Japan aims for high-end drug-device innovation and generics, but will it work?

Print 08 June 2015
EJ Lane / FeircePharmaAsia

Japan has ramped up spending on healthcare as part of a broader effort by the government to spur innovation and revive economic fortunes for drug and device makers while at the same time trying to tame costs for reimbursement and hiking sales taxes.

Now commentary in the Japan Times and from the local press suggests something has to give.

Japan's population will see in one in three people reaching age 65 or older in 2035, the Japan Times noted in a recent story.

That points to why the Council on Economic and Fiscal Policy, headed by Prime Minister Shinzo Abe, is weighing an overhaul of the social security system with a domestic debt to GDP ratio of 227% and the central bank spending ¥80 trillion annually to buy government bonds.
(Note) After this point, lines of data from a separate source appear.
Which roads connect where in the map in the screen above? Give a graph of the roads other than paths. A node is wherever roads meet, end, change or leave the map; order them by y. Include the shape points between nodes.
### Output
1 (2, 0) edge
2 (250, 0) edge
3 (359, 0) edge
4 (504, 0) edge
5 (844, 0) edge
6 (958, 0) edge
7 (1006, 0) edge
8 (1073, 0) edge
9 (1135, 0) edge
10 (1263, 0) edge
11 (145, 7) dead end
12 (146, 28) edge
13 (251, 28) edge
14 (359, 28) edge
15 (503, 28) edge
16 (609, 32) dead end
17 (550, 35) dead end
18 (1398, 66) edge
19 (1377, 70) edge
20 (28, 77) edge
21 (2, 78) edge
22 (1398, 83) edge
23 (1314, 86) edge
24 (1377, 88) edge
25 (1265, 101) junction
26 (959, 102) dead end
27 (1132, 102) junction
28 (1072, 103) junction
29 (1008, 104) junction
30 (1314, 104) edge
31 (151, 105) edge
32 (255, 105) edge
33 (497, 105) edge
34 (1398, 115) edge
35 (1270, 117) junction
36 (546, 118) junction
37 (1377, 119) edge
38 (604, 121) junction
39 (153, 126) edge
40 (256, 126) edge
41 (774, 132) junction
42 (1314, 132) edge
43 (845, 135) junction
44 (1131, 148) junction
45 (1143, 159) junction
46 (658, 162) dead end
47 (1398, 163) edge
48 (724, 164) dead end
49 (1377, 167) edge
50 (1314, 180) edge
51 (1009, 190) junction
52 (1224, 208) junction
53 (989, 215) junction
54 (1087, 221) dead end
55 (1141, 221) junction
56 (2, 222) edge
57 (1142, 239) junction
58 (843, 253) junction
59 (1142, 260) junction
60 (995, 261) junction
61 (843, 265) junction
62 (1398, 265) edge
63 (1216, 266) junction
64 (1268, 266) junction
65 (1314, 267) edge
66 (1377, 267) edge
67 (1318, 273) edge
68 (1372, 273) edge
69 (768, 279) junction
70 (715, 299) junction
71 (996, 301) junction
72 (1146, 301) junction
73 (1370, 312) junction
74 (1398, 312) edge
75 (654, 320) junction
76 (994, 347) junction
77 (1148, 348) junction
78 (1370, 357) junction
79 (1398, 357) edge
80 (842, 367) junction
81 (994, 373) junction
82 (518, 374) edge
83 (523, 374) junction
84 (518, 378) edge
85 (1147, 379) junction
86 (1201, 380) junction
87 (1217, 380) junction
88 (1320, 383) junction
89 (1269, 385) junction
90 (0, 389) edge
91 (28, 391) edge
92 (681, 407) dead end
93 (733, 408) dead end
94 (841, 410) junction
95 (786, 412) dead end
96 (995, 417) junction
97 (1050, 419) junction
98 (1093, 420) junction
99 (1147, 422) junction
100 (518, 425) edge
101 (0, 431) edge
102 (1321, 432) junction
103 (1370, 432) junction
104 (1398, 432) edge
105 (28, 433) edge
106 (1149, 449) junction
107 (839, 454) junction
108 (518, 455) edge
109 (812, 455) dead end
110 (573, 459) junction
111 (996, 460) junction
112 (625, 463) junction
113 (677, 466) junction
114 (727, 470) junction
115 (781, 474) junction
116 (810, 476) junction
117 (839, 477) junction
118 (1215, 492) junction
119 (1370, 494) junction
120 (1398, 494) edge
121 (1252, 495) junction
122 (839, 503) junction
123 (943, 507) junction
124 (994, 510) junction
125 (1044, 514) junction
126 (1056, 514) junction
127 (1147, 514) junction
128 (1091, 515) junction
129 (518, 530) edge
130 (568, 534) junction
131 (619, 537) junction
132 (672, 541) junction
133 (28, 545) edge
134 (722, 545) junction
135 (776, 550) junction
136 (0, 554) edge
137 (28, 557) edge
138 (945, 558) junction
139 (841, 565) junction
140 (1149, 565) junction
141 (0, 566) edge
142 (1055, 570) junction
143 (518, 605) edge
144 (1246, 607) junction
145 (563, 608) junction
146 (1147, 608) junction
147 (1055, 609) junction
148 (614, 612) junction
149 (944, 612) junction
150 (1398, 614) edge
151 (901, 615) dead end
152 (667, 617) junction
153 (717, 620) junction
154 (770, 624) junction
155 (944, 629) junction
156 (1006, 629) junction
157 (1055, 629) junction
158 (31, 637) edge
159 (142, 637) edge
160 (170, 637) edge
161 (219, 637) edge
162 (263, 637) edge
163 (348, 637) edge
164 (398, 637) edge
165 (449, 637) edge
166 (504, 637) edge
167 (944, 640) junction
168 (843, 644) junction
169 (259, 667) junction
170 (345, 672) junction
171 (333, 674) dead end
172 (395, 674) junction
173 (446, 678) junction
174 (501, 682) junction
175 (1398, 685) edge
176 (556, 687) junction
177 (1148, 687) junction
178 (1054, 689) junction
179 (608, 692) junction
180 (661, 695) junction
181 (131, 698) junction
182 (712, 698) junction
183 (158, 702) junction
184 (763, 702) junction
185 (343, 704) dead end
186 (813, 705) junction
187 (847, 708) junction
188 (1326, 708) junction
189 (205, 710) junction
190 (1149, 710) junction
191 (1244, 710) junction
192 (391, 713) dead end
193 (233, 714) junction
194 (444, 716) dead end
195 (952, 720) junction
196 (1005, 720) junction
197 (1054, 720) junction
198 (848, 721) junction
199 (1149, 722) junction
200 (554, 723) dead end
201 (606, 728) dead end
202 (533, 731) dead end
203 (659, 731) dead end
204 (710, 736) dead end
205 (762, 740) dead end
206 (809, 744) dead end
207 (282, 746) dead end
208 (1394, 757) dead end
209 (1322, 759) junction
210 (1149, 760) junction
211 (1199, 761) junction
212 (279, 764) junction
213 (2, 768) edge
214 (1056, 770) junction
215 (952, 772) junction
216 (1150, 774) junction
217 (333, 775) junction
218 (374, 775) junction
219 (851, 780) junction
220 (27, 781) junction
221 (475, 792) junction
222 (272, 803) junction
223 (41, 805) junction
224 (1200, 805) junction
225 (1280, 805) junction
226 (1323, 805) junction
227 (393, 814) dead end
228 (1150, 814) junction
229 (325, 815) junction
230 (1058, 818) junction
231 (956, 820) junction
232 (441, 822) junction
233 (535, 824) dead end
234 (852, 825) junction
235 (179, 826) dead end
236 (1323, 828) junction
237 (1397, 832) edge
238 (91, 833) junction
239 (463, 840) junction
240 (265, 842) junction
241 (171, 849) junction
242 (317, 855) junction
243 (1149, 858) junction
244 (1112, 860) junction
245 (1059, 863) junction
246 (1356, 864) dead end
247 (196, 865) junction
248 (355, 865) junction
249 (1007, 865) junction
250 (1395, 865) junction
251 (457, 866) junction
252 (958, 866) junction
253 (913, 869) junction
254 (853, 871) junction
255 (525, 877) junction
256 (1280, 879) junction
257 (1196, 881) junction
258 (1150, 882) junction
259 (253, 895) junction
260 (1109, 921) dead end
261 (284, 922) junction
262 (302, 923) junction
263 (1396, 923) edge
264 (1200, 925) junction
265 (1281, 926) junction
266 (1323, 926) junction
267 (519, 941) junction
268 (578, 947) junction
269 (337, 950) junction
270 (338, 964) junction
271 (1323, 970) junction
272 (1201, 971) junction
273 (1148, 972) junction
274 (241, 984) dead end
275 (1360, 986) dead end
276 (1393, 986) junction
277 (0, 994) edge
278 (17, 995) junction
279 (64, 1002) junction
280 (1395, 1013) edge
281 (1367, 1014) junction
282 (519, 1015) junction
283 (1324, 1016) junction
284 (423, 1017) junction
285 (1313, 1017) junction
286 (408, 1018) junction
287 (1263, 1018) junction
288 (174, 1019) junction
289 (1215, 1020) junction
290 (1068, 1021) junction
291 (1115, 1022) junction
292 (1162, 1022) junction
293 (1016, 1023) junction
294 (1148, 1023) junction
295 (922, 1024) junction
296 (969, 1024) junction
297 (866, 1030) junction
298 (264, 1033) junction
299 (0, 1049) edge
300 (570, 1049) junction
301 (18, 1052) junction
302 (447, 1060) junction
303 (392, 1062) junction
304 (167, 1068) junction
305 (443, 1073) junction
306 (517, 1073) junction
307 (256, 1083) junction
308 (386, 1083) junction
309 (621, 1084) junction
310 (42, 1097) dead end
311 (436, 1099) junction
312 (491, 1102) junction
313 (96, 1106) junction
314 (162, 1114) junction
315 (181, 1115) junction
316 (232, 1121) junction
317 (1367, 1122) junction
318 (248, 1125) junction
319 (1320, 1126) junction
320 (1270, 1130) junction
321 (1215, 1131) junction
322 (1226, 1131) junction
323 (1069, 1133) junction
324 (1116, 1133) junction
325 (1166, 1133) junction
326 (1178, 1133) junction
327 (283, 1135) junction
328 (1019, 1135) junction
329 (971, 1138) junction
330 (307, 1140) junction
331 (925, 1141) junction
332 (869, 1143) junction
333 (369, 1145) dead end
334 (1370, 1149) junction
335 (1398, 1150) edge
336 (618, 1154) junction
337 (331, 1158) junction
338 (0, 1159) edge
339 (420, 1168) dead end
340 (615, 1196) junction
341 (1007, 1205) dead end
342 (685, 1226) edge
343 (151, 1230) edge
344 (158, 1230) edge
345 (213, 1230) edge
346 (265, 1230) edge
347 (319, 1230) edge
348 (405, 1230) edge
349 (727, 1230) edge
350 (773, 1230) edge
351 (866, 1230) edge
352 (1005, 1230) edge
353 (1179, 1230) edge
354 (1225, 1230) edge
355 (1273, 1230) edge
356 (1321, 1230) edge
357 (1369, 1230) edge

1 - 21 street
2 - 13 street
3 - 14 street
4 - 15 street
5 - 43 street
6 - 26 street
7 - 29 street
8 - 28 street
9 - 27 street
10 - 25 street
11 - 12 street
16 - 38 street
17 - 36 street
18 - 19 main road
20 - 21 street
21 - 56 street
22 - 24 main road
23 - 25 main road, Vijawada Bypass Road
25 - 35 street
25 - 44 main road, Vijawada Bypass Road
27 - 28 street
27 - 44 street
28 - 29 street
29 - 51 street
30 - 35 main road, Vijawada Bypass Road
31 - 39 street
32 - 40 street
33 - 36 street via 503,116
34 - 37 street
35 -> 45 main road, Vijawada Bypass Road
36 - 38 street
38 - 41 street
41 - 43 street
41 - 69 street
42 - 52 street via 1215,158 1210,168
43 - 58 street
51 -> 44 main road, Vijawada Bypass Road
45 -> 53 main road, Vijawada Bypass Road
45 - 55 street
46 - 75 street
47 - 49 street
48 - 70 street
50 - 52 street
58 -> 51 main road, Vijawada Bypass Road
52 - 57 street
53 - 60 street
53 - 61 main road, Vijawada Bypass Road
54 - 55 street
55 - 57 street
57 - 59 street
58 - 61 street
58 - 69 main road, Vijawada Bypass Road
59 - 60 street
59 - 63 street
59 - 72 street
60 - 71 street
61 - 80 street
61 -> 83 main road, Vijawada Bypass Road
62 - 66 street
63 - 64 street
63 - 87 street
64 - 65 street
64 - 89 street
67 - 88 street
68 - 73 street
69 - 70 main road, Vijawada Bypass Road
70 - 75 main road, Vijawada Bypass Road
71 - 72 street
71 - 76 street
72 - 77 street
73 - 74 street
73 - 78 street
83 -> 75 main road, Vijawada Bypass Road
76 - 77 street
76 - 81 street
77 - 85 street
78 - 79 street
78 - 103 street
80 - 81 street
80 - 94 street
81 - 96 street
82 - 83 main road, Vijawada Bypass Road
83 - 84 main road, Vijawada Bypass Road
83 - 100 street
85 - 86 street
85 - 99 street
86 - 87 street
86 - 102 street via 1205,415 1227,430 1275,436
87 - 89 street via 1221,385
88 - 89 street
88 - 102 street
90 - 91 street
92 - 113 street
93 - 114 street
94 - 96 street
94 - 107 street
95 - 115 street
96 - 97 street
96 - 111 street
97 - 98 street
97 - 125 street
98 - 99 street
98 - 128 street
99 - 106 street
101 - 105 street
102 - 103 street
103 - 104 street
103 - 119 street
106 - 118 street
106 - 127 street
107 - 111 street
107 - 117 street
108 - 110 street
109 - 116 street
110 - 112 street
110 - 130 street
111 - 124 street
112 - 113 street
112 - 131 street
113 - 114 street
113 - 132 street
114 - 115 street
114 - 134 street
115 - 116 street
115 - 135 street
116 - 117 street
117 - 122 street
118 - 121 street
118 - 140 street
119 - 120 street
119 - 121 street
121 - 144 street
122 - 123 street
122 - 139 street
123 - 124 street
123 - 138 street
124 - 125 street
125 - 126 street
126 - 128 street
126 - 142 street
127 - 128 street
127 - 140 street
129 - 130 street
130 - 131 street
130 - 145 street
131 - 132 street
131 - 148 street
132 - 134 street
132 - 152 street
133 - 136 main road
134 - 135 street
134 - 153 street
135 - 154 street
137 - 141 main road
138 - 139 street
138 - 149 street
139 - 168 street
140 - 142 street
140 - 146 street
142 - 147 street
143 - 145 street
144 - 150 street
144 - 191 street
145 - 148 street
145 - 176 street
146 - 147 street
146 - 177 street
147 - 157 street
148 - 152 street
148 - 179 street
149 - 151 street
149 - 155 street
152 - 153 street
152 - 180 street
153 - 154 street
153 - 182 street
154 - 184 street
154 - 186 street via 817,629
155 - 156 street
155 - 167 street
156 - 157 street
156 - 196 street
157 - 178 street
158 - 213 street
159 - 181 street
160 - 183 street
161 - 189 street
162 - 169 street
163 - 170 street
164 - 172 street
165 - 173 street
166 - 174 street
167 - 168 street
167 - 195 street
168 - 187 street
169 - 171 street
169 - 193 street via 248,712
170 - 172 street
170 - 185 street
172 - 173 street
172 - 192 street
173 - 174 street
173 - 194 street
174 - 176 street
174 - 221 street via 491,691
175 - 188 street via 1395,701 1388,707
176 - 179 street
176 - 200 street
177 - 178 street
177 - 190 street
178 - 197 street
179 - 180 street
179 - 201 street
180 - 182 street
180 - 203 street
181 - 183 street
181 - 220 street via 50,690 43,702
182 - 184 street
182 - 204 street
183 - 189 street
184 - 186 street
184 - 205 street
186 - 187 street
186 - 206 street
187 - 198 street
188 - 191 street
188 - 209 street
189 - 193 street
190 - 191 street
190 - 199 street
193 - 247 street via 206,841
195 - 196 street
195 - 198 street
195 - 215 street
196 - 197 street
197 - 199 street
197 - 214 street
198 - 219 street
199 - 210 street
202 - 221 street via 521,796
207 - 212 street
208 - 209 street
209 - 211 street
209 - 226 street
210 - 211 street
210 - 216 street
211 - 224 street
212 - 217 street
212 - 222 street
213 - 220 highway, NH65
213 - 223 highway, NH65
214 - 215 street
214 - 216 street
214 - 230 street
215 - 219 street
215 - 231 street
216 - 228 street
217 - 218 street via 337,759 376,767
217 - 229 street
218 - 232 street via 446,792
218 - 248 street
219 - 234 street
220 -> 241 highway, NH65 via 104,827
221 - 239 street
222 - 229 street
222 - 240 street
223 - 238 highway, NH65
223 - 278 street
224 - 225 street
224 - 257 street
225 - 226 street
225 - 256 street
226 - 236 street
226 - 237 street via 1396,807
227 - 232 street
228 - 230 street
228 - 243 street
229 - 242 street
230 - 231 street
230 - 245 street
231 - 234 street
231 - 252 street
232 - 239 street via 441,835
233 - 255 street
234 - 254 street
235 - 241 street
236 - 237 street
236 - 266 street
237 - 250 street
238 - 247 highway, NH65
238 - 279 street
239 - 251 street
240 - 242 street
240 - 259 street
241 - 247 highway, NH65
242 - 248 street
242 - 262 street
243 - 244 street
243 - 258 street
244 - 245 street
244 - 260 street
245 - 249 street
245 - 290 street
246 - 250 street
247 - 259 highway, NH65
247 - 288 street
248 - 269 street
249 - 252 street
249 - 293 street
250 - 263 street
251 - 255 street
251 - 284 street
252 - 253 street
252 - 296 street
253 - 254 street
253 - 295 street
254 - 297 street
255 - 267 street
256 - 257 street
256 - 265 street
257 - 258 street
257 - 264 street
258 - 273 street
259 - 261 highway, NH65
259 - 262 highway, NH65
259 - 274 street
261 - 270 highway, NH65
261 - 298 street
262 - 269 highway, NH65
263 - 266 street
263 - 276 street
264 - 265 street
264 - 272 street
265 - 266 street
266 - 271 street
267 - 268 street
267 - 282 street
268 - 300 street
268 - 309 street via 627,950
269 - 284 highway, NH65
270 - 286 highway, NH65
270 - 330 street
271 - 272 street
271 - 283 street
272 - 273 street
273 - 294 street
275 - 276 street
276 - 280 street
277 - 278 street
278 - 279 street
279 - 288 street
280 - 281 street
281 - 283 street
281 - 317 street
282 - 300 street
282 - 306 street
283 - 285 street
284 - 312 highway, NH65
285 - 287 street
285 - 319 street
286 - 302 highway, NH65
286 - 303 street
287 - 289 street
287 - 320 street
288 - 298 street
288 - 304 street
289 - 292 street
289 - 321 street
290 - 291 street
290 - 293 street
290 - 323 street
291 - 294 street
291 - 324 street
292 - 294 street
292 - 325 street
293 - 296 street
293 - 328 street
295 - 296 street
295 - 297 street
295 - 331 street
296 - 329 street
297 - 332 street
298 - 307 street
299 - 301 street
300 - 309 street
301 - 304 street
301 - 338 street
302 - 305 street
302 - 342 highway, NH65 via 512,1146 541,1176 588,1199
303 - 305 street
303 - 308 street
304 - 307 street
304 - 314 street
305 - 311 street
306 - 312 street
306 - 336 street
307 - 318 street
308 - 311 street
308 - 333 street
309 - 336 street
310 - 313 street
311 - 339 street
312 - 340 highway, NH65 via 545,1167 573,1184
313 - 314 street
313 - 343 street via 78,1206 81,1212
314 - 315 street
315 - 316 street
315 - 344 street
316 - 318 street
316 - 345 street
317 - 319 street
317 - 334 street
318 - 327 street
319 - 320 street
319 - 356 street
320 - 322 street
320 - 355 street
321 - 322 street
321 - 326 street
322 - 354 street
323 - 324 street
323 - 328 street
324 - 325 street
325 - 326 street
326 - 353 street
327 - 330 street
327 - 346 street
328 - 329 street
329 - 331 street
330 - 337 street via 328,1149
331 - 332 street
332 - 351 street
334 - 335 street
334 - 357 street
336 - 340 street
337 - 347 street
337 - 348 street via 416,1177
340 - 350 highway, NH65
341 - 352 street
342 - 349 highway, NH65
The dire fiscal situation led Japan's cabinet to tell Health Minister Yasuhisa Shiozaki in May that even setting a goal of an 80% prescription rate for generics by fiscal year 2020 to save about $10.5 billion was not enough.

But Tomohiro Tada, a gastroenterologist and proctologist at Musashi-Urawa Medical Center in Saitama Prefecture, exemplifies how difficult saving money on reimbursement through generic drugs will be for Japan.

"The government should stop saying generics are the equivalent of branded drugs," Tada told the Japan Times. "It's like saying Matsuzaka beef is the same as ordinary beef sold for ¥100 per 100 grams."

At the same time, members of the government's Council on Economic and Fiscal Policy reiterated calls in the local press to revise NHI drug prices annually instead of once every two years to curb Japan's social security spending.

This has alarmed Japan's big drug companies who claim it will quash innovation and that Japan, the world's second most valuable country market, would not be a player on the global drug scene as a result.

In addition, some drugmakers want higher prices based on cost-effectiveness assessments by the Central Social Insurance Medical Council (Chuikyo).

But that process, if followed for all innovative drugs, could have seen compounds like Gilead's ($GILD) Sovaldi (sofosbuvir) fetch a higher NHI price because it is a cure in most cases, rather than treatment for a chronic condition, patient advocacy groups warn.

Japan's health ministry signed off on including the drug among those subsidized by the national health plan and set its price at about $515 per daily dose.

The regimen requires 12 weeks of doses, so the government would have to shell out nearly $43,000 per patient after the patient copay of about $335 for the full regimen.

But the price of about ¥61,800 yen per tablet was much lower than a developed country overseas average of ¥92,000 yen per tablet, local press noted.

Chuikyo and the Ministry of Health, Labor and Welfare (MHLW) are reportedly looking into 5 drugs and three medical devices that may rate higher prices under an assessment system linked to innovation, according to an industry source.

The outcome of the study could even set the tone for innovation among Japanese companies and research institutes looking to develop candidates from stem cells to vaccines and high-tech diagnostic equipment that are seen as a source of national economic renewal aspirations.

So capping the price genie in Japan through generics looks increasingly like a long shot.